Scan the records below for the string "blur" and return every line where it appears.

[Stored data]
+++++
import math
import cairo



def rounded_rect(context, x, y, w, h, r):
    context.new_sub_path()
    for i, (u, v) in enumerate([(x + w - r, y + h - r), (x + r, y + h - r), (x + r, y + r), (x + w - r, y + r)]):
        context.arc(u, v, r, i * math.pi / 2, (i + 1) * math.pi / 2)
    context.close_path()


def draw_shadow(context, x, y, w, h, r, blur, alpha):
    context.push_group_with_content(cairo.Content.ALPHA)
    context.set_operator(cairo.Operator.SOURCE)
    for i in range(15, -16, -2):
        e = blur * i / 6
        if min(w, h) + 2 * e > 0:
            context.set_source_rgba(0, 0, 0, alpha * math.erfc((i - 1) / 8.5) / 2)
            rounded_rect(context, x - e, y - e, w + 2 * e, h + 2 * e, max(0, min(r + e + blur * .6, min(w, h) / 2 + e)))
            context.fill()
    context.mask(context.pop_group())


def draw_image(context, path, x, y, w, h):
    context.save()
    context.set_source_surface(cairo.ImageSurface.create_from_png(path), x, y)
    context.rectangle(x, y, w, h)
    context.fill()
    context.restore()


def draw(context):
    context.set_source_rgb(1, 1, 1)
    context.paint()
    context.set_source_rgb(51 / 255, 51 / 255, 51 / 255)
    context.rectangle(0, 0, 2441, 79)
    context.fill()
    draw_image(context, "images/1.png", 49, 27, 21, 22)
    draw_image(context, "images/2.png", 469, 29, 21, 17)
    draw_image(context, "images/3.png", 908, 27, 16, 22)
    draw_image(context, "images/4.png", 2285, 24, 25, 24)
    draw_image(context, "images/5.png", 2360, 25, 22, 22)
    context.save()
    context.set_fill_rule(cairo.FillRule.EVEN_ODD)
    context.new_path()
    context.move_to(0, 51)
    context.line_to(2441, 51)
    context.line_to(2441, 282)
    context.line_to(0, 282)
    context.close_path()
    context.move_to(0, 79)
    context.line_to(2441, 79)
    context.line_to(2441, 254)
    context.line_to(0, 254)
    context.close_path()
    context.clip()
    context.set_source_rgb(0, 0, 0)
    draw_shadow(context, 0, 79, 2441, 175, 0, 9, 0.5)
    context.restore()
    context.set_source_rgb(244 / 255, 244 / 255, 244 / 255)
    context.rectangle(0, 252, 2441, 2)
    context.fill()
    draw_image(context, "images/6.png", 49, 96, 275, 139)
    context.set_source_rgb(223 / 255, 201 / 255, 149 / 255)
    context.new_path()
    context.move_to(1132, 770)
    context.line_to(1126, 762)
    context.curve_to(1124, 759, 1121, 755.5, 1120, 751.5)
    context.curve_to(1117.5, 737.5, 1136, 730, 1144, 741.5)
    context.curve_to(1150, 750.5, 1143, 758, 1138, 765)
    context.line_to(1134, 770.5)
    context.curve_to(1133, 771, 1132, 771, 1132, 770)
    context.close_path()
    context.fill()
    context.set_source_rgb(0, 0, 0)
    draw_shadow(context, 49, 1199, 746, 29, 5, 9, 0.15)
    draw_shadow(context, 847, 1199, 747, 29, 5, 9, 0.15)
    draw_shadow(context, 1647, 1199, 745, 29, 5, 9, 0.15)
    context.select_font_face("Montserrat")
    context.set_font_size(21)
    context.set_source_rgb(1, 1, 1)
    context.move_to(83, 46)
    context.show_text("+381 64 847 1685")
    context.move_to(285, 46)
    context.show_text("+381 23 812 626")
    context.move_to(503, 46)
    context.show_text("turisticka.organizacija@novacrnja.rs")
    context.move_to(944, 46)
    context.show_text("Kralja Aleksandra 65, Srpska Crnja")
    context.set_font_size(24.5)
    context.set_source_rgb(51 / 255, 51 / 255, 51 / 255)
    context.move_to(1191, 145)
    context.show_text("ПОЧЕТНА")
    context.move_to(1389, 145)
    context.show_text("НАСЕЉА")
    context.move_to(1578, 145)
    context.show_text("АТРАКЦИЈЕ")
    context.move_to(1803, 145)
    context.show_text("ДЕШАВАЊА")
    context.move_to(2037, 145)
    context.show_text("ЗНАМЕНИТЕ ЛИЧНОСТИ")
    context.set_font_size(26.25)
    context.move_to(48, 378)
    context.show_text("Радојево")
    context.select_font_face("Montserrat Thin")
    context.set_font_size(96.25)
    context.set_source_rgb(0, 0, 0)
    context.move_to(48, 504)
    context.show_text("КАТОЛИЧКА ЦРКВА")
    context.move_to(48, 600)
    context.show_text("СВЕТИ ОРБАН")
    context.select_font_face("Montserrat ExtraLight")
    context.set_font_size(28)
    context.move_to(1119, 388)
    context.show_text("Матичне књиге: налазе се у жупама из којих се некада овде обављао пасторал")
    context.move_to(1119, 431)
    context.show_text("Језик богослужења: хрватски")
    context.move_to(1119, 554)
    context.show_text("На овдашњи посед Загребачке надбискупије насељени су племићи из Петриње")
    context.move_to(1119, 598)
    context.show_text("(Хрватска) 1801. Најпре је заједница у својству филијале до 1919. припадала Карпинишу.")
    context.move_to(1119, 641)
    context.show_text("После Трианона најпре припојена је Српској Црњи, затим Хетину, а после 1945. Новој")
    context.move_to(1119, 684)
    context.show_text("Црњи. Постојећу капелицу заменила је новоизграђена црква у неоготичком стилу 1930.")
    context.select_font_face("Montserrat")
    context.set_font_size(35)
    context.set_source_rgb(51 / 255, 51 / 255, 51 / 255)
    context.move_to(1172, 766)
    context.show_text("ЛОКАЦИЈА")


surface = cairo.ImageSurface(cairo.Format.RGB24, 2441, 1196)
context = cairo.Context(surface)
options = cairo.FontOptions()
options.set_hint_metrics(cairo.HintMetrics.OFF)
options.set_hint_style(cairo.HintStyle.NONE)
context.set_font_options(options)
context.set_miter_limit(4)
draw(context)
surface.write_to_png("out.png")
+++++
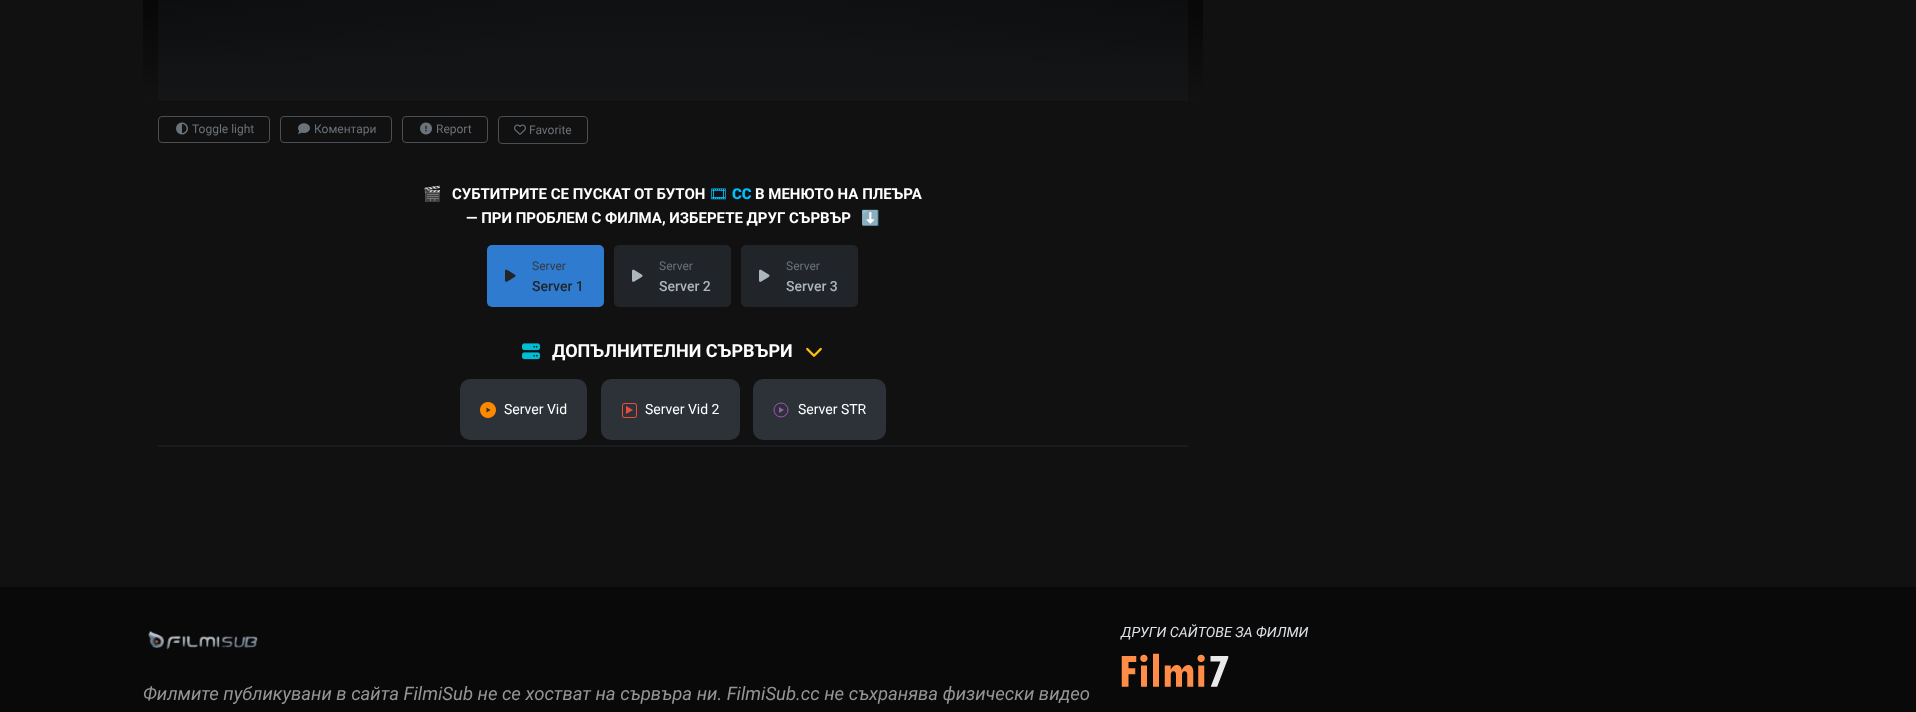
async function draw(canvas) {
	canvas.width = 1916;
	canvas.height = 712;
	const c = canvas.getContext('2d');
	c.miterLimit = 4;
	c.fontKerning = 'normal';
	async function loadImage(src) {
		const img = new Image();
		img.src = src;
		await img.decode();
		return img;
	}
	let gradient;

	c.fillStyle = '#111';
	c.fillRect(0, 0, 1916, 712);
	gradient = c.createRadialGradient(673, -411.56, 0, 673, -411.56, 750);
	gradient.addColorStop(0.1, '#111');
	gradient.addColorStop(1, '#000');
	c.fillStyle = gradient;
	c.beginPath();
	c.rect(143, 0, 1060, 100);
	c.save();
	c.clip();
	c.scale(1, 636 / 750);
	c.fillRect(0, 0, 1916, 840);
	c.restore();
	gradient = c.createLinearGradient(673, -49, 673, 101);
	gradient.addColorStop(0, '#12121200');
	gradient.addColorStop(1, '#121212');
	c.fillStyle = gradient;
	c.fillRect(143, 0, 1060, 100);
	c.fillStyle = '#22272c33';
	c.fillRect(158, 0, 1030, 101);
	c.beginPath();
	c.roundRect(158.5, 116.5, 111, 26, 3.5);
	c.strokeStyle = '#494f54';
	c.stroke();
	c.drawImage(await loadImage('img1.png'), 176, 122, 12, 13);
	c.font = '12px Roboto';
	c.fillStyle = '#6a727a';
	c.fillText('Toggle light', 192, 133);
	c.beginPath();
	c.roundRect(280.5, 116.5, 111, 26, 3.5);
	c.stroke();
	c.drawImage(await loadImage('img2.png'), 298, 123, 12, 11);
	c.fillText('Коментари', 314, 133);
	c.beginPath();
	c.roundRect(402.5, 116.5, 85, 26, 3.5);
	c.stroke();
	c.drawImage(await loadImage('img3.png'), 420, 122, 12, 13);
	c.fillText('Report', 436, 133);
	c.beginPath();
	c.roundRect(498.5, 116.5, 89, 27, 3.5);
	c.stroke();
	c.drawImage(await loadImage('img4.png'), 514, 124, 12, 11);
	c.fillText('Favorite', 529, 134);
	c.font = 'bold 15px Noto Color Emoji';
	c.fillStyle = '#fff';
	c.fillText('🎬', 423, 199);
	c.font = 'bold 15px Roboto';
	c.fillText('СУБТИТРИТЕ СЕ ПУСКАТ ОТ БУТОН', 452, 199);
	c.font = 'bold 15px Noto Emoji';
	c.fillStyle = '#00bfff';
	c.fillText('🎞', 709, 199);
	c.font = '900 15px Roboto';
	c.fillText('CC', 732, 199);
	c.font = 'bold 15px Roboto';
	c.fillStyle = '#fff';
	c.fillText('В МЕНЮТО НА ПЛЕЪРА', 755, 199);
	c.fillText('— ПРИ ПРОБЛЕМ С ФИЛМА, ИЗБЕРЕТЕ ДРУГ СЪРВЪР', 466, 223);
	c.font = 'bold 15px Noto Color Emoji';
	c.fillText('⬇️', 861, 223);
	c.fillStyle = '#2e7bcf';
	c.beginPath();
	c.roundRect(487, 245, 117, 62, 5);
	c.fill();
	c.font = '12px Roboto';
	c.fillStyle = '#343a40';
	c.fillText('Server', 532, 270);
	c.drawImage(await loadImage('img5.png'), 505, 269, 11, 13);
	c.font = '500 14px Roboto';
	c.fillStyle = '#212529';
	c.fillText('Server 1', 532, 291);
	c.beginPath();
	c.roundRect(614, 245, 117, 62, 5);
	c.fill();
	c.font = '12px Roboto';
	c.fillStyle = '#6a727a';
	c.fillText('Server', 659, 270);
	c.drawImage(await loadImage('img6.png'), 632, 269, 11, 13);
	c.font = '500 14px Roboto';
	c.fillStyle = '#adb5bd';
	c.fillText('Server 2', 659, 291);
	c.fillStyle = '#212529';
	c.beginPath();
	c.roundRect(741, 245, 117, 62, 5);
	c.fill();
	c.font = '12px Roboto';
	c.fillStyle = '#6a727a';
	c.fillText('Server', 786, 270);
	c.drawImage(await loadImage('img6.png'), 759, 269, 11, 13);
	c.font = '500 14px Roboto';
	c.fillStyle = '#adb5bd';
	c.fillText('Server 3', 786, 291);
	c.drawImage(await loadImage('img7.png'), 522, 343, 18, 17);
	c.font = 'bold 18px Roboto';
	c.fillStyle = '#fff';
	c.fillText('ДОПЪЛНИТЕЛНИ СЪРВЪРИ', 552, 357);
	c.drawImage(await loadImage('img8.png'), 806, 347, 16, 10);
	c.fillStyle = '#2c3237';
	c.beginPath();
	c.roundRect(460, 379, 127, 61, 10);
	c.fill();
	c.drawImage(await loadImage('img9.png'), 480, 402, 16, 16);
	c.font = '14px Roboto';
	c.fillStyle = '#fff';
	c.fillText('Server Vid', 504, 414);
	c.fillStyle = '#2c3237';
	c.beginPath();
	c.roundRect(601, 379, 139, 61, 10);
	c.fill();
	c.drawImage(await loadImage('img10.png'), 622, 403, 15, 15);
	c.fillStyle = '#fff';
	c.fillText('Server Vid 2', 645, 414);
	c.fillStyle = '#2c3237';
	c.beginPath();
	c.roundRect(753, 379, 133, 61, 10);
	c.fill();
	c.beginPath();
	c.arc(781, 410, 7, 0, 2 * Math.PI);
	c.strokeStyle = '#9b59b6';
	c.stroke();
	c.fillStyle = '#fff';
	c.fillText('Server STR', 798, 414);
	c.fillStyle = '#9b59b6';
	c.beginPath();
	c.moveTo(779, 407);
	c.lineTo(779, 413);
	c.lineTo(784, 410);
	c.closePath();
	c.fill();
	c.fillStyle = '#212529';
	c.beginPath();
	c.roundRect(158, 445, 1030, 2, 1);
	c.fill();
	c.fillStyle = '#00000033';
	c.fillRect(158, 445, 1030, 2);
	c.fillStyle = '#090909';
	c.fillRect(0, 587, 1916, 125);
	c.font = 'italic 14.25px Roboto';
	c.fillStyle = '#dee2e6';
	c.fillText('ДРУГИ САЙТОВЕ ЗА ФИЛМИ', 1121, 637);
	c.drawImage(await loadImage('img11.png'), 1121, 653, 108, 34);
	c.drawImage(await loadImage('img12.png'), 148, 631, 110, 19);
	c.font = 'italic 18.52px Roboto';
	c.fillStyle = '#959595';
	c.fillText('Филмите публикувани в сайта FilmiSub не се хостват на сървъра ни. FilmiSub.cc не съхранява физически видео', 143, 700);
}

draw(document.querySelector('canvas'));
+++++
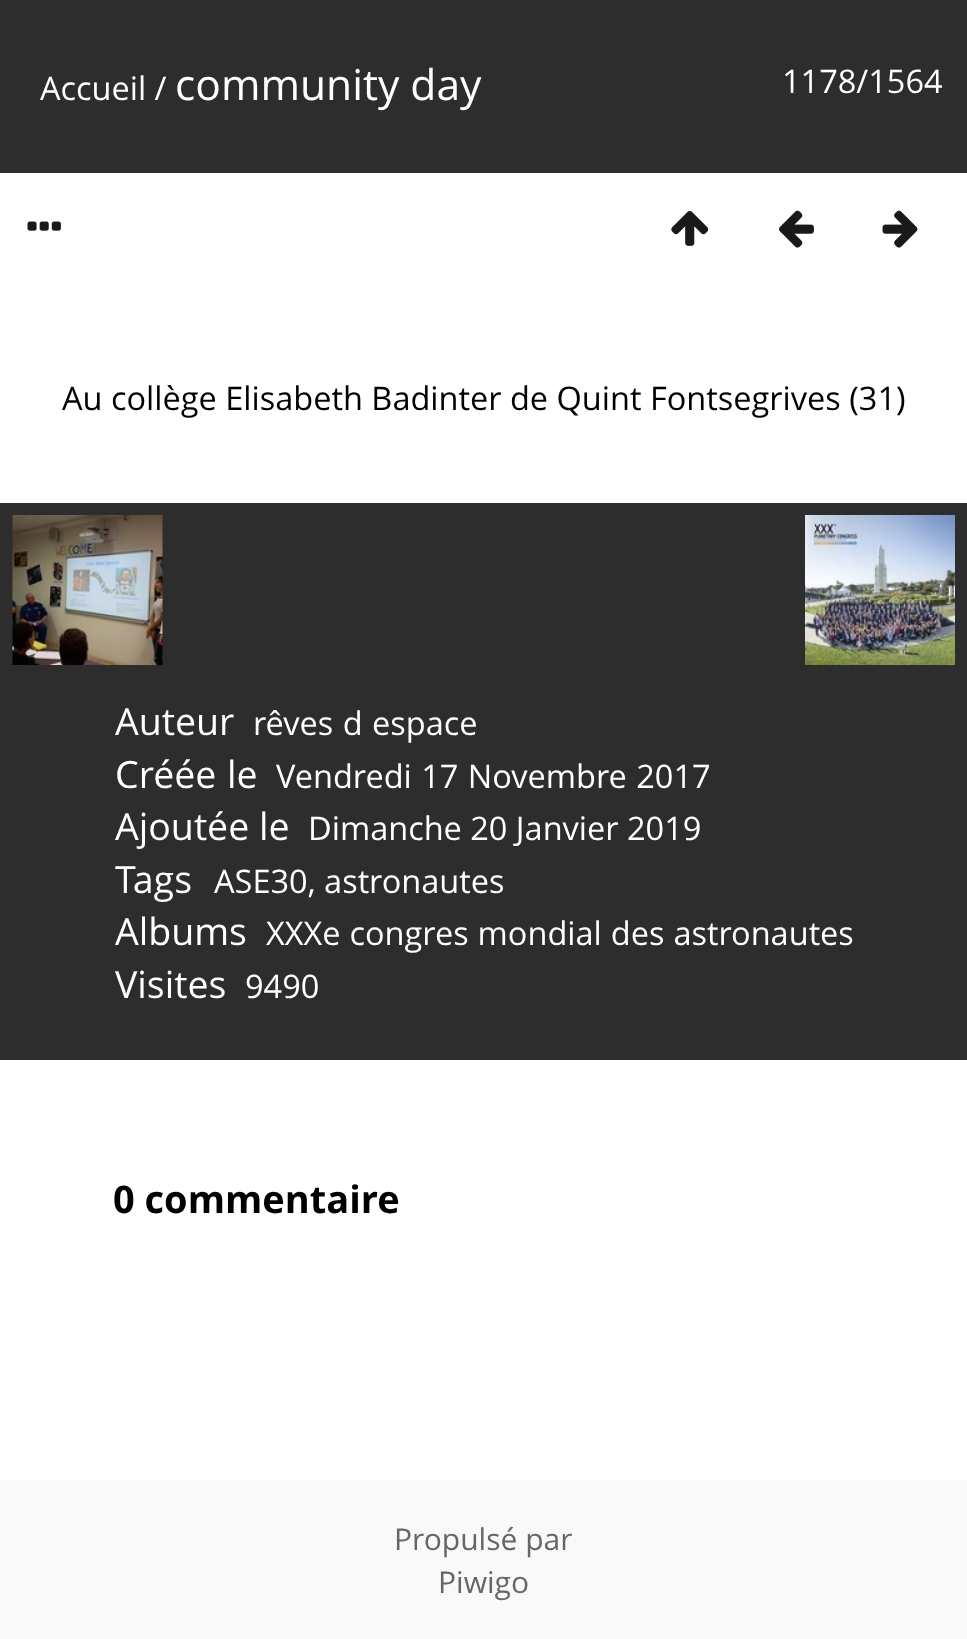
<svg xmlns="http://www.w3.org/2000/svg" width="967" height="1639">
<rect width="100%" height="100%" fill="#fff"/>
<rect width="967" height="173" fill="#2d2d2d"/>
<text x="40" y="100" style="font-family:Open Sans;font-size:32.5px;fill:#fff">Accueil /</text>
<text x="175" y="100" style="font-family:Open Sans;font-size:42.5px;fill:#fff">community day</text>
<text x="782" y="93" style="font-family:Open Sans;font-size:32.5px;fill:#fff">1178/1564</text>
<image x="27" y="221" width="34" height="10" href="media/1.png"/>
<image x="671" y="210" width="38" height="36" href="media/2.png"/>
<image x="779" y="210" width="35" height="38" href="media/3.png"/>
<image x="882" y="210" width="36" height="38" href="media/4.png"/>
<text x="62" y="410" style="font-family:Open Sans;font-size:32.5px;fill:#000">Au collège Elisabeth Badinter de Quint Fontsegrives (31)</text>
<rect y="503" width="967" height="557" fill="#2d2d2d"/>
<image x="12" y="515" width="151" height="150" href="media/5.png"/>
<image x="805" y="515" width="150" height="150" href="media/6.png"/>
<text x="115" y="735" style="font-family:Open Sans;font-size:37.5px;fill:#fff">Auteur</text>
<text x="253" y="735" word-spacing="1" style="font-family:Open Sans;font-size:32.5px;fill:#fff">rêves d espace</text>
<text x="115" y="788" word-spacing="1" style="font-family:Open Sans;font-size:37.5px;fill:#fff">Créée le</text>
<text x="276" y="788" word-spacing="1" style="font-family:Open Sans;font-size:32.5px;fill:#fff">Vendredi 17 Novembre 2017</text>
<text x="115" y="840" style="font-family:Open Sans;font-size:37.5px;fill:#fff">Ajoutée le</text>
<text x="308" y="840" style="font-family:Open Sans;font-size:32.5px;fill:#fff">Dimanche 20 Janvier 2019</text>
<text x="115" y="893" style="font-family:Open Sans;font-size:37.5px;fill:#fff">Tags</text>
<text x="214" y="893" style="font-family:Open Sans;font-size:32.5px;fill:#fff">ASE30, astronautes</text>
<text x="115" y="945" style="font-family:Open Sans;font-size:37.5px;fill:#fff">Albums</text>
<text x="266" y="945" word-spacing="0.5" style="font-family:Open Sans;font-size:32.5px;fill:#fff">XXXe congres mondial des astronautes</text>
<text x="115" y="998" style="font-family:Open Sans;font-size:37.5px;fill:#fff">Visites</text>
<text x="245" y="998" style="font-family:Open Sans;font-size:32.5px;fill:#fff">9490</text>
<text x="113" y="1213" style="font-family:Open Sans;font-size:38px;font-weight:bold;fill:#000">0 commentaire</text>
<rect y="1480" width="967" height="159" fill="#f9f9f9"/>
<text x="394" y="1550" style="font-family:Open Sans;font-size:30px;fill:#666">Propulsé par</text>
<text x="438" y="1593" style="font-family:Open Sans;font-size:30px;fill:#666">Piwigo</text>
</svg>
+++++
Response area:
def draw_shadow(context, x, y, w, h, r, blur, alpha):
        e = blur * i / 6
            rounded_rect(context, x - e, y - e, w + 2 * e, h + 2 * e, max(0, min(r + e + blur * .6, min(w, h) / 2 + e)))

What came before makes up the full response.